(Beginning of Exercise data)

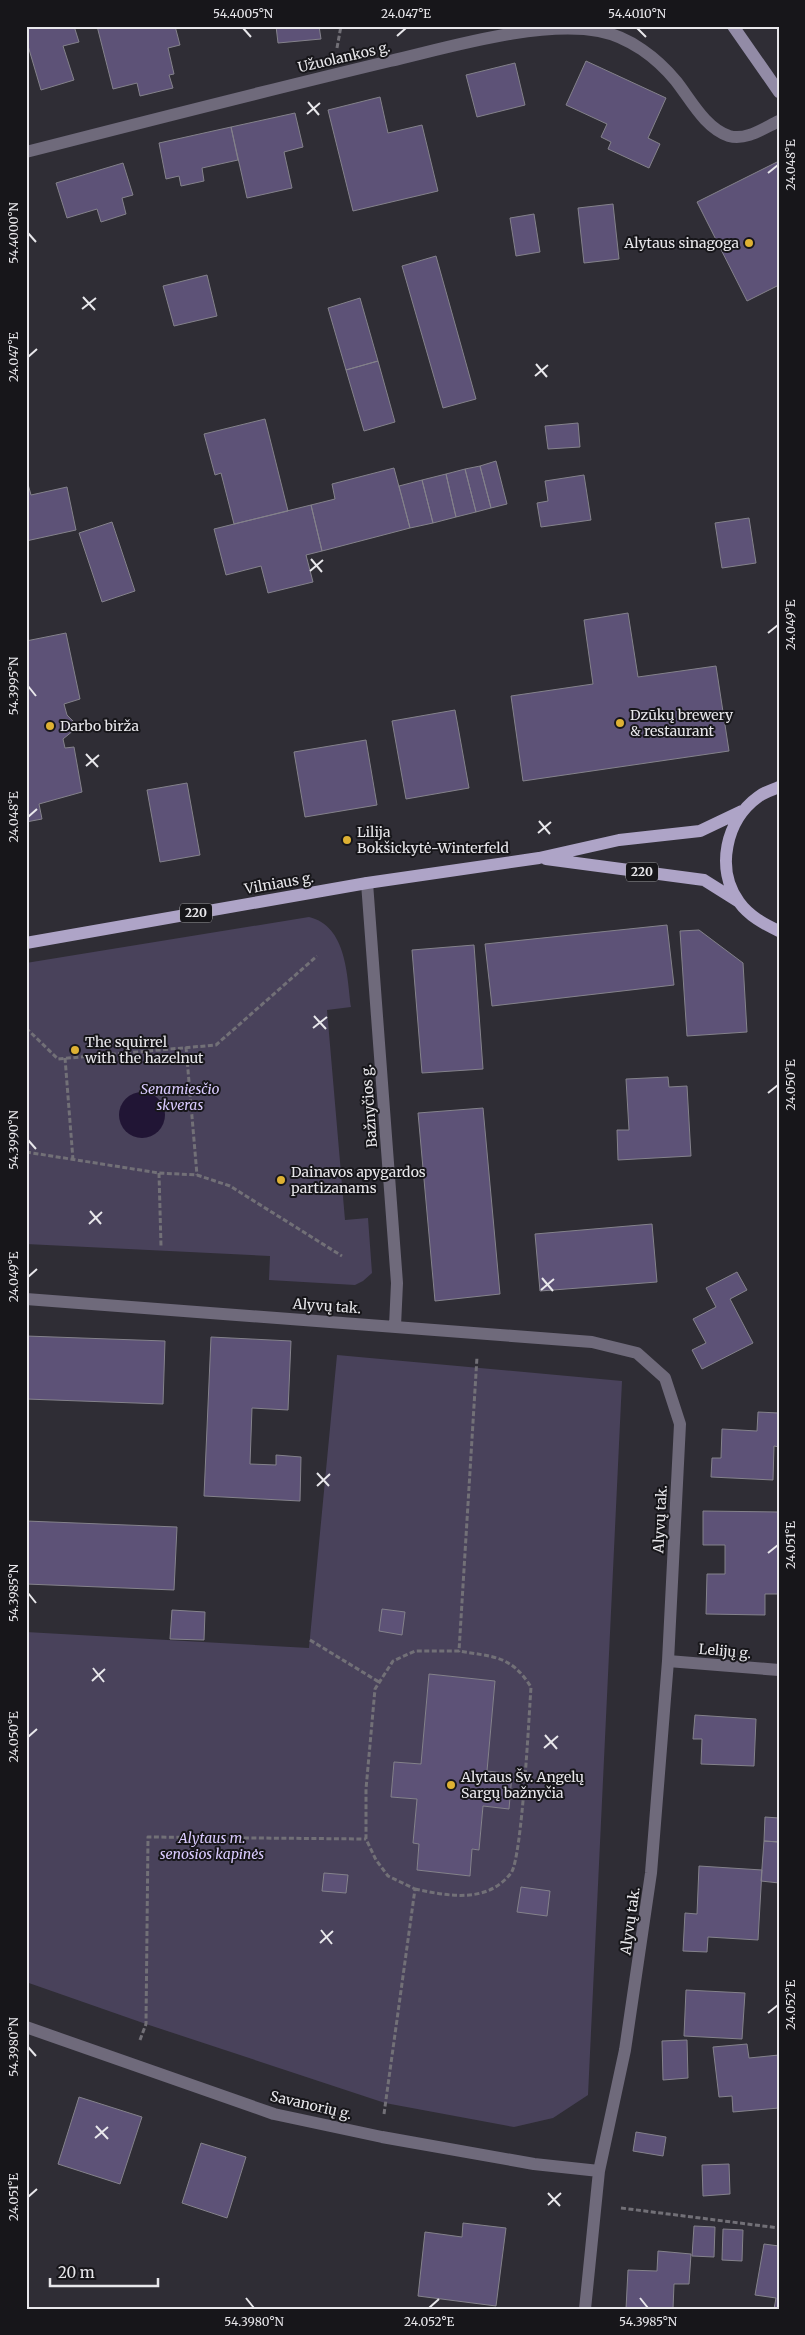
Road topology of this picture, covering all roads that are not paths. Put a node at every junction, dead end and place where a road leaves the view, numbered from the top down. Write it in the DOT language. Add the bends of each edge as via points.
graph roads {
  1 [pos="734,26"];
  2 [pos="779,92"];
  3 [pos="779,121"];
  4 [pos="26,152"];
  5 [pos="779,787"];
  6 [pos="742,812"];
  7 [pos="539,858"];
  8 [pos="367,883"];
  9 [pos="739,902"];
  10 [pos="779,931"];
  11 [pos="26,943"];
  12 [pos="26,1299"];
  13 [pos="395,1326"];
  14 [pos="668,1661"];
  15 [pos="779,1670"];
  16 [pos="26,2027"];
  17 [pos="599,2171"];
  18 [pos="584,2309"];
  1 -- 2 [label="street"];
  3 -- 4 [label="street, Užuolankos g." via="747,136 730,136 710,126 661,64 633,44 600,31 563,29 503,35"];
  5 -- 6 [label="main road" via="759,796"];
  6 -- 7 [label="main road, Vilniaus g. / 220" via="700,831 619,840"];
  6 -- 9 [label="main road" via="730,832 725,856 728,880"];
  7 -- 8 [label="main road, Vilniaus g. / 220"];
  7 -- 9 [label="main road, Vilniaus g. / 220" via="704,880"];
  8 -- 11 [label="main road, Vilniaus g. / 220"];
  8 -- 13 [label="street, Bažnyčios g." via="397,1283"];
  9 -- 10 [label="main road" via="757,920"];
  12 -- 13 [label="street, Alyvų tak."];
  13 -- 14 [label="street, Alyvų tak." via="592,1342 637,1353 665,1378 680,1424"];
  14 -- 15 [label="street, Lelijų g."];
  14 -- 17 [label="street, Alyvų tak." via="652,1873 625,2050"];
  16 -- 17 [label="street, Savanorių g." via="274,2114 524,2162"];
  17 -- 18 [label="street, Alyvų tak."];
}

(End of Exercise data)

_Exercise brief_. Look through the listing, and copy each line in which the string "Vilniaus" turns up.

_Finished task_.
  6 -- 7 [label="main road, Vilniaus g. / 220" via="700,831 619,840"];
  7 -- 8 [label="main road, Vilniaus g. / 220"];
  7 -- 9 [label="main road, Vilniaus g. / 220" via="704,880"];
  8 -- 11 [label="main road, Vilniaus g. / 220"];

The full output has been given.